I’ve often written about how modern English owes so much to old Germanic languages. These connections aren’t always evident though. Words evolve over time and drift away from their origins. Plus, a lot of what English gained from these languages and proto-languages is not easy to see on the surface. Syntax, grammar, and compound-noun formation are not as easy to recognise as individual words. Which is why Latin-based languages can seem superficially more similar to English, with many words sharing similar etymologies to English ones (though the English ones tend to be more formal).

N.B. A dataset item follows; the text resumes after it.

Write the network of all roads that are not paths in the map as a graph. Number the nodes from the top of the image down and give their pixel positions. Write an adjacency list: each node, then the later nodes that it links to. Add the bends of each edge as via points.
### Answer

The result of this is that there don’t appear to be too many words shared between modern German and English. There are a few however, and in honour of English’s origins in Germanic languages, I’m going to look at the German words that we use in English:
rucksack: literally meaning back bag in German, usually specifically referring to the large, heavy-duty backpacks used by hikers and tourists, e.g. stereotypes of German tourists!

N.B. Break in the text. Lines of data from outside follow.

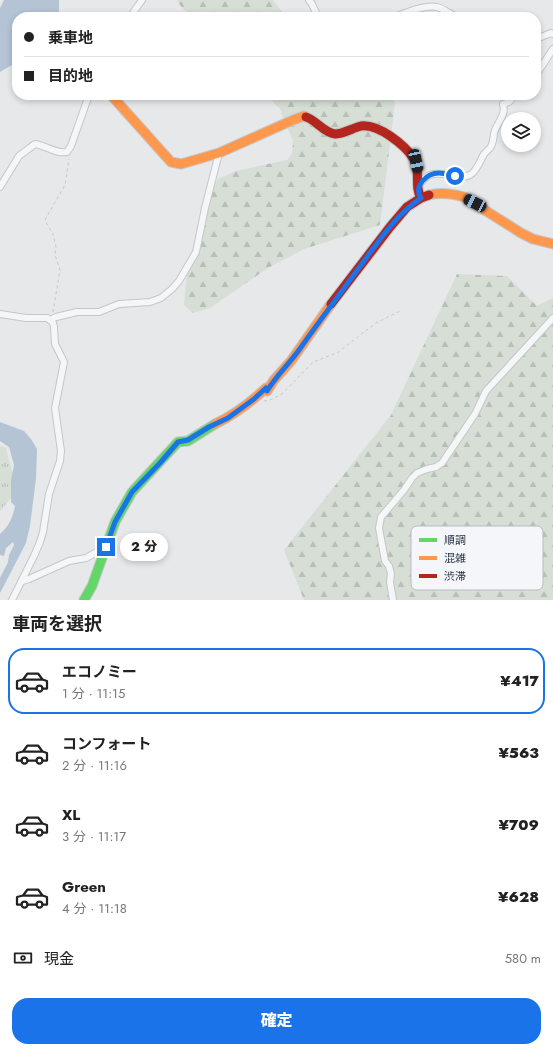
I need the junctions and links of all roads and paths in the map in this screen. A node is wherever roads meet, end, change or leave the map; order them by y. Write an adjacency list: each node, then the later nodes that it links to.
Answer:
1 (142, 0): 3 (street)
2 (309, 0): 4 (street)
3 (134, 12)
4 (316, 12)
5 (406, 12): 6 (street)
6 (448, 12)
7 (553, 34): 8 (street)
8 (541, 37)
9 (553, 50): 10 (street)
10 (541, 68)
11 (88, 100): 14 (street)
12 (115, 100): 15 (street)
13 (511, 100): 16 (street)
14 (67, 152): 17 (street); 23 (path)
15 (219, 153): 16 (street); 23 (street)
16 (419, 185): 18 (street)
17 (0, 187)
18 (421, 198): 19 (street); 24 (street)
19 (553, 244)
20 (400, 311): 24 (path)
21 (0, 314): 23 (street)
22 (553, 318): 29 (street)
23 (51, 319): 26 (street)
24 (254, 399): 25 (street)
25 (106, 547): 26 (street); 28 (street)
26 (22, 580): 27 (street)
27 (12, 600)
28 (84, 600)
29 (393, 600)

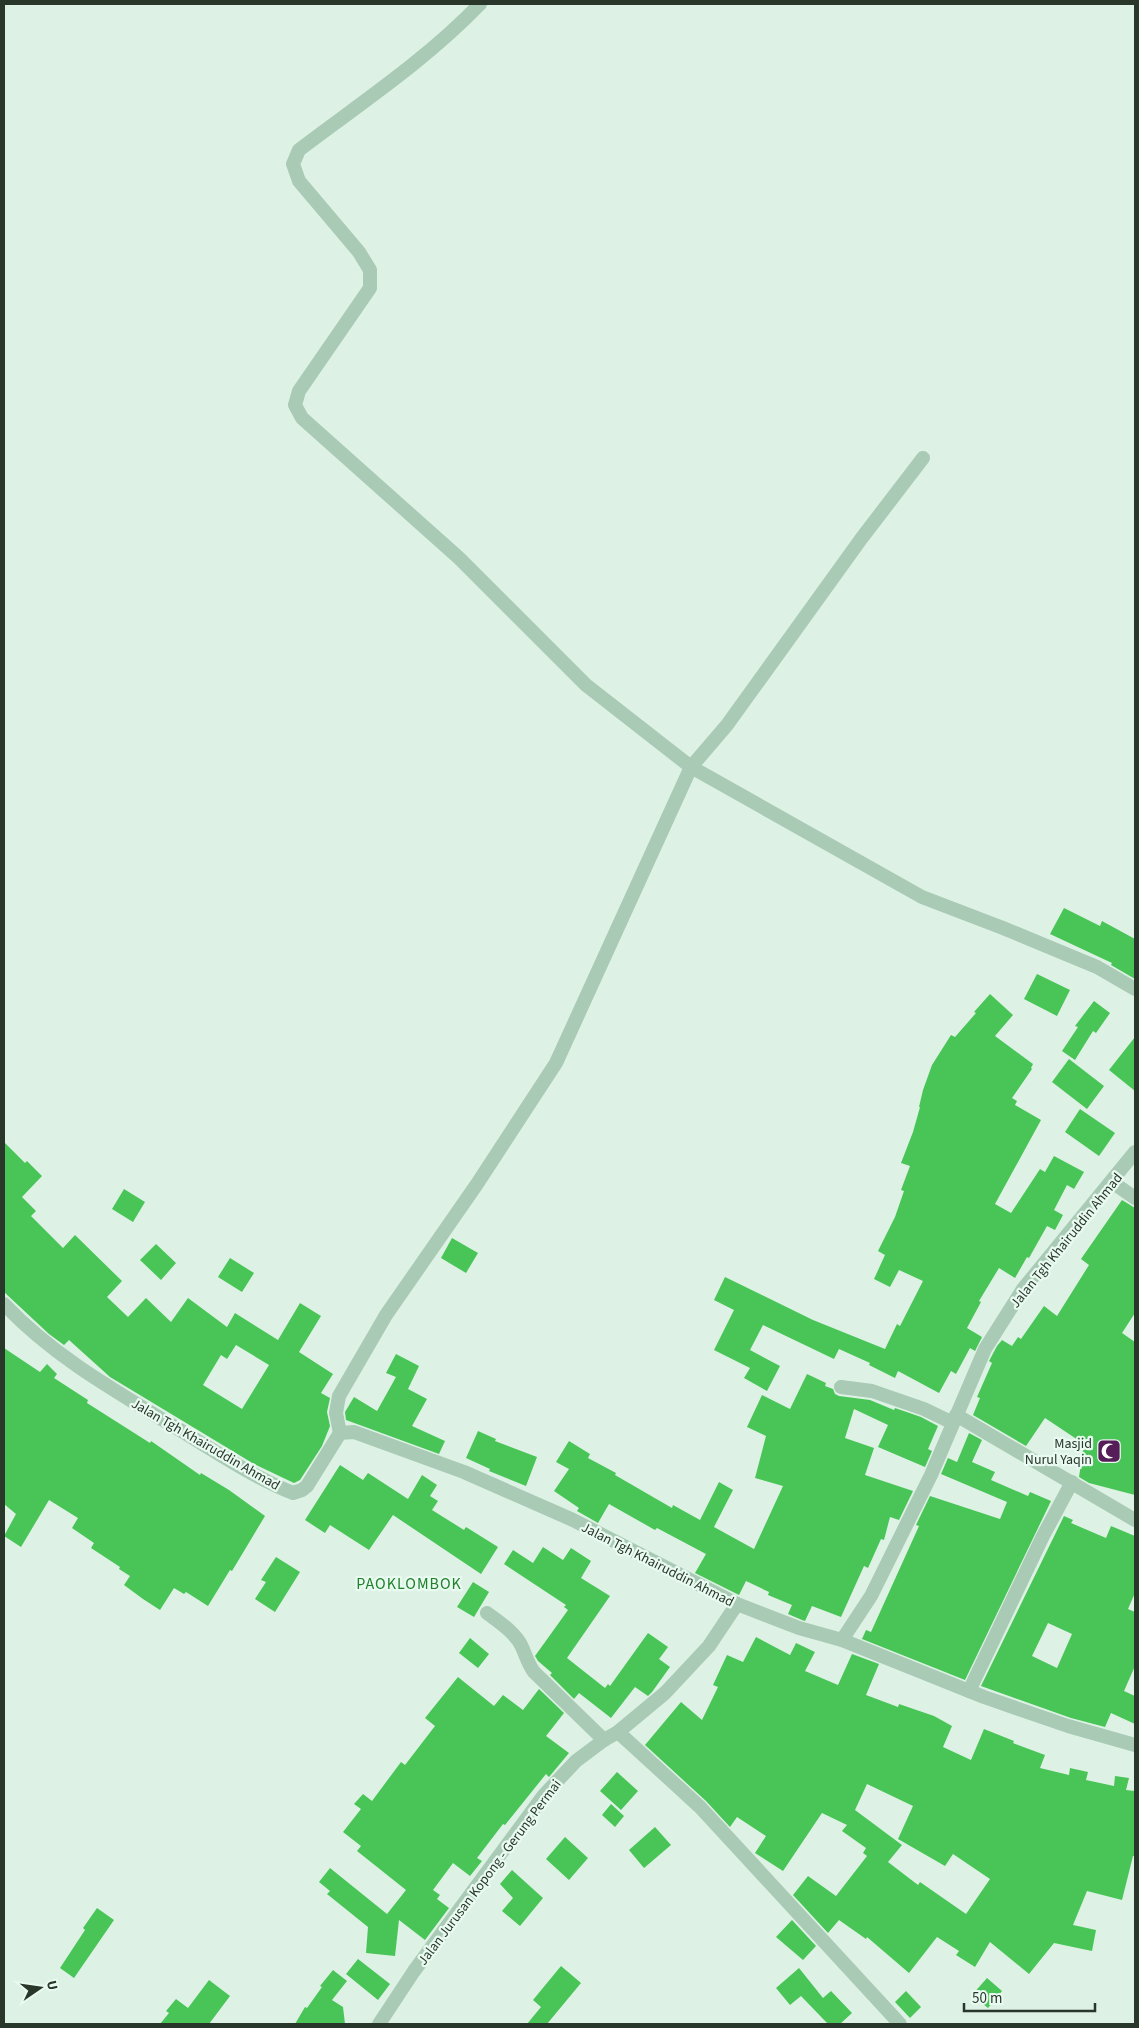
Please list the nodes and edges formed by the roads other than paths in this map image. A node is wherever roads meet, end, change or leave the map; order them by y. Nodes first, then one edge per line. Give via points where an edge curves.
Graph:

poltergeist: meaning ghost (geist) that creates a disturbance (poltern)
zeitgeist: spirit (geist) of the age. Quite a different type of spirit from a poltergeist
doppelgänger: another spooky entry, literally meaning double-goer. The umlaut is often left out, as tends to be the case with loanwords with accents
angst: quite a handy one this, popularised by Freud. It’s a nice example of a word expressing a feeling that English doesn’t have an exact word for. Anxiety is very close, but doesn’t carry the same sense of existential dread
delicatessen: spelled with a k in German, you might find there lager, hamburgers, Kinder Surprise, Gummi bears, muesli, bratwurst, emmentaler and numerous other culinary words
abseil (rappel in American English): a combination of rope (seil) and down (ab)
kindergarten: literally children’s garden
kitsch: same meaning as in English
wanderlust: the desire to travel, not obviously German, as wander and lust are both English words too which could easily combine to have the same meaning
wunderkind: a child prodigy, literally wonder child
Neanderthal: spelled Neandertal in modern English, meaning from Neandertal (the Neander Valley), the area where early Neanderthal fossils were found
schadenfreude: pleasure in others’ misfortune, made famous by The Simpsons, when Homer asks Lisa for a word to describe the feeling. Epicaricacy is an old, obscure English word with a similar meaning, but thanks to Lisa, schadenfreude has taken its place as the standard English term.